The evening’s program, “Mystical Voices of Medieval Germany: Hildegard von Bingen: Celestial Hierarchy” took the last part of its title from Bingen’s “Symphonia armonie celestium revelationum” (symphony of the harmony of celestial revelations), a title, Bagby writes, that indicated the poetic cycle’s divine inspiration. “Her visions included not only the visible reality of God but also his musical reality.” Her music, the program notes by Barbara Stühlmeyer insist, was inspired by the liturgy and written for it.” Her songs are “not examples of art music that are at home onstage and that can be arranged in effective ways depending on the performers’ inspiration and wealth of ideas.”
“Celestial Hierarchy” is also the title of Sequentia’s final CD of Hildegard, a nine CD set that will be released this March by DHM/SONY.
Hildegard believed that music, the highest form of human activity, and her creations were intended to be sung by the sisters of her convent on the Rhine at Bingen as a complement to the traditional Gregorian chant sung during liturgical and other functions. One can hardly imagine it being sung more beautifully than it was by Sequentia. A deep quiet and calm descended upon the spellbound audience, lasting the entire concert (performed without intermission). I only wish there had been more use of the two instrumentalists.

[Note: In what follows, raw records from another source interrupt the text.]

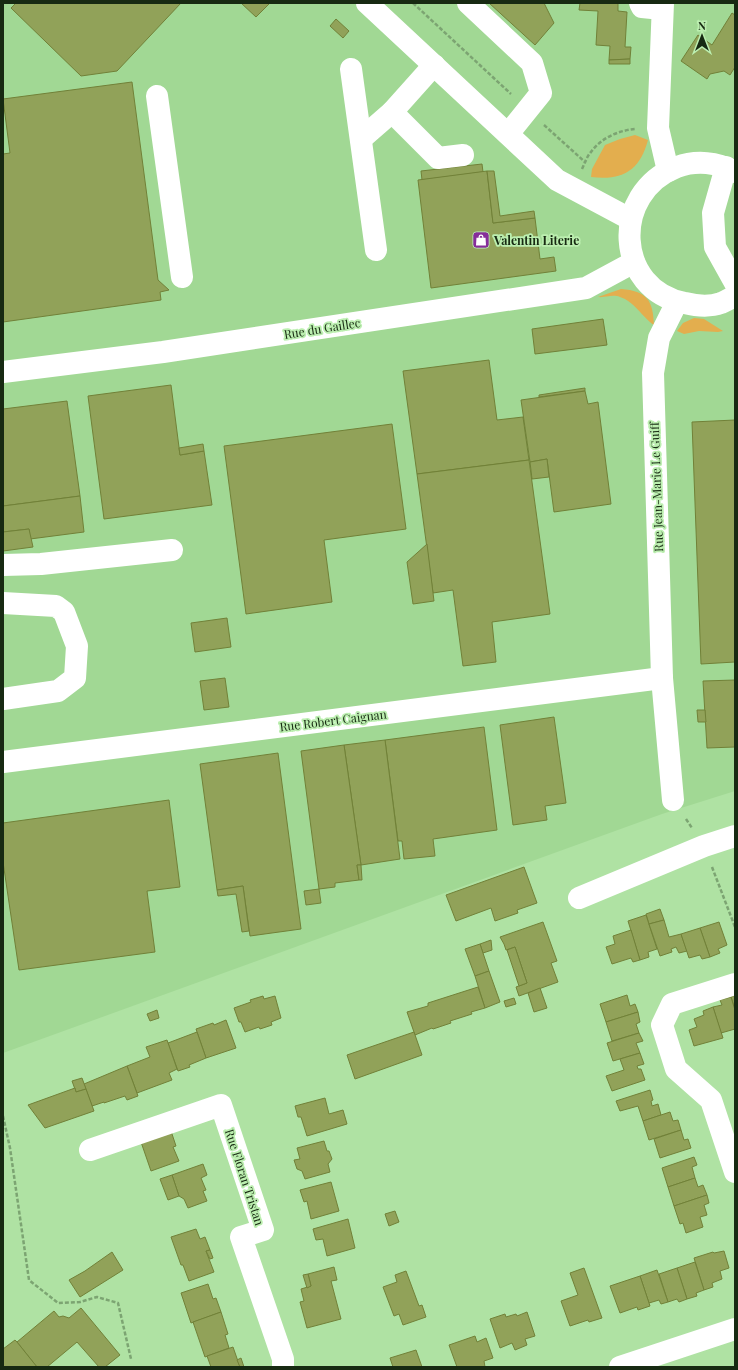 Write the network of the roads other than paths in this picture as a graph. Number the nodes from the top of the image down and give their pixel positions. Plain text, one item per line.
1 (367, 3) edge
2 (468, 3) edge
3 (640, 3) edge
4 (662, 6) edge
5 (434, 65) junction
6 (351, 69) dead end
7 (157, 96) dead end
8 (392, 112) junction
9 (508, 134) junction
10 (360, 139) junction
11 (463, 155) dead end
12 (732, 165) edge
13 (668, 171) junction
14 (630, 219) junction
15 (376, 250) dead end
16 (634, 262) junction
17 (182, 277) dead end
18 (735, 283) edge
19 (735, 296) edge
20 (677, 302) junction
21 (3, 372) edge
22 (172, 550) dead end
23 (3, 565) edge
24 (3, 603) edge
25 (662, 678) junction
26 (3, 699) edge
27 (3, 762) edge
28 (673, 800) dead end
29 (735, 836) edge
30 (579, 898) dead end
31 (735, 984) edge
32 (90, 1150) dead end
33 (735, 1172) edge
34 (735, 1329) edge
35 (283, 1367) edge
36 (620, 1367) edge

1 - 5 street
2 - 9 street
3 - 4 street
4 - 13 street
5 - 8 street
5 - 9 street
6 - 10 street
7 - 17 street
8 - 10 street
8 - 11 street
9 - 14 street
10 - 15 street
12 - 13 street
12 - 18 street
13 - 14 street
14 - 16 street
16 - 20 street
16 - 21 street, Rue du Gaillec
19 - 20 street
20 - 25 street, Rue Jean-Marie Le Guiff
22 - 23 street
24 - 26 street
25 - 27 street, Rue Robert Caignan
25 - 28 street, Rue Jean-Marie Le Guiff
29 - 30 street
31 - 33 street
32 - 35 street, Rue Floran Tristan
34 - 36 street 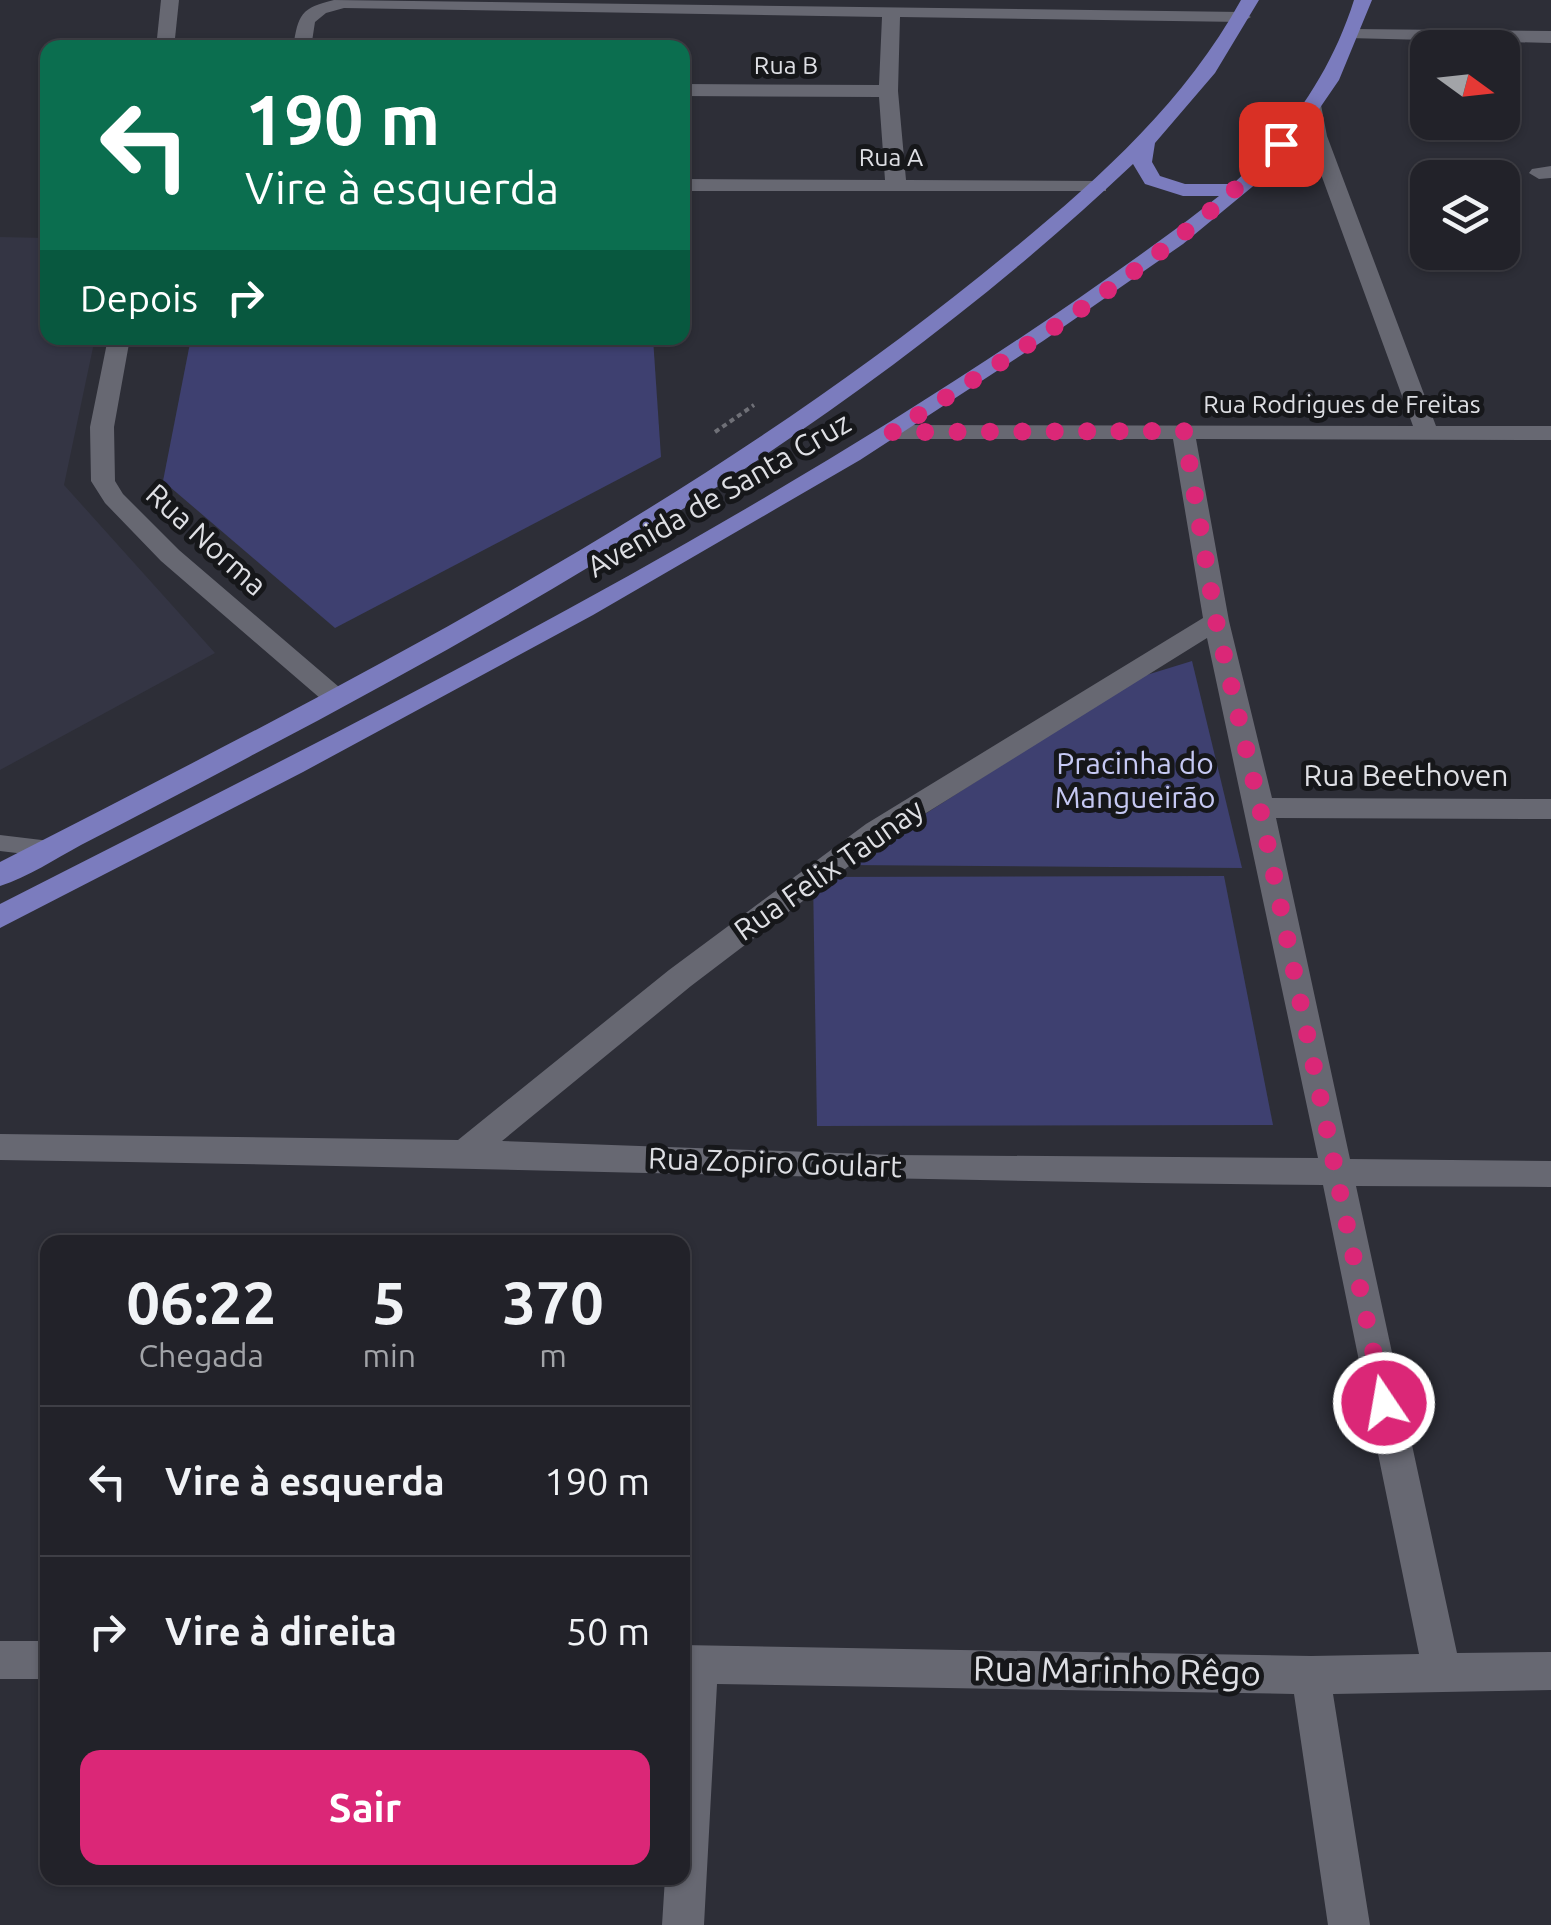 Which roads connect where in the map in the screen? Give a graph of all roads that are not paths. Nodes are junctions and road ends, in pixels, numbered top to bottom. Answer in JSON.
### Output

In their one duo, they played the liveliest music of the evening, a much-appreciated palate cleanser which broke the hypnotic spell of the singers. After such a peaceful evening, the thunderous applause at the end was almost unwelcome. I would have rather walked quietly into the cold night air and kept the haunting music alive in my memory a little longer. A major set of bravas to the singers. And to the Benjamin Bagby, who sat quietly onstage most of the evening, enjoying the fruits of his and his wife’s devotion to unearthing and enhancing the legend of Hildegard.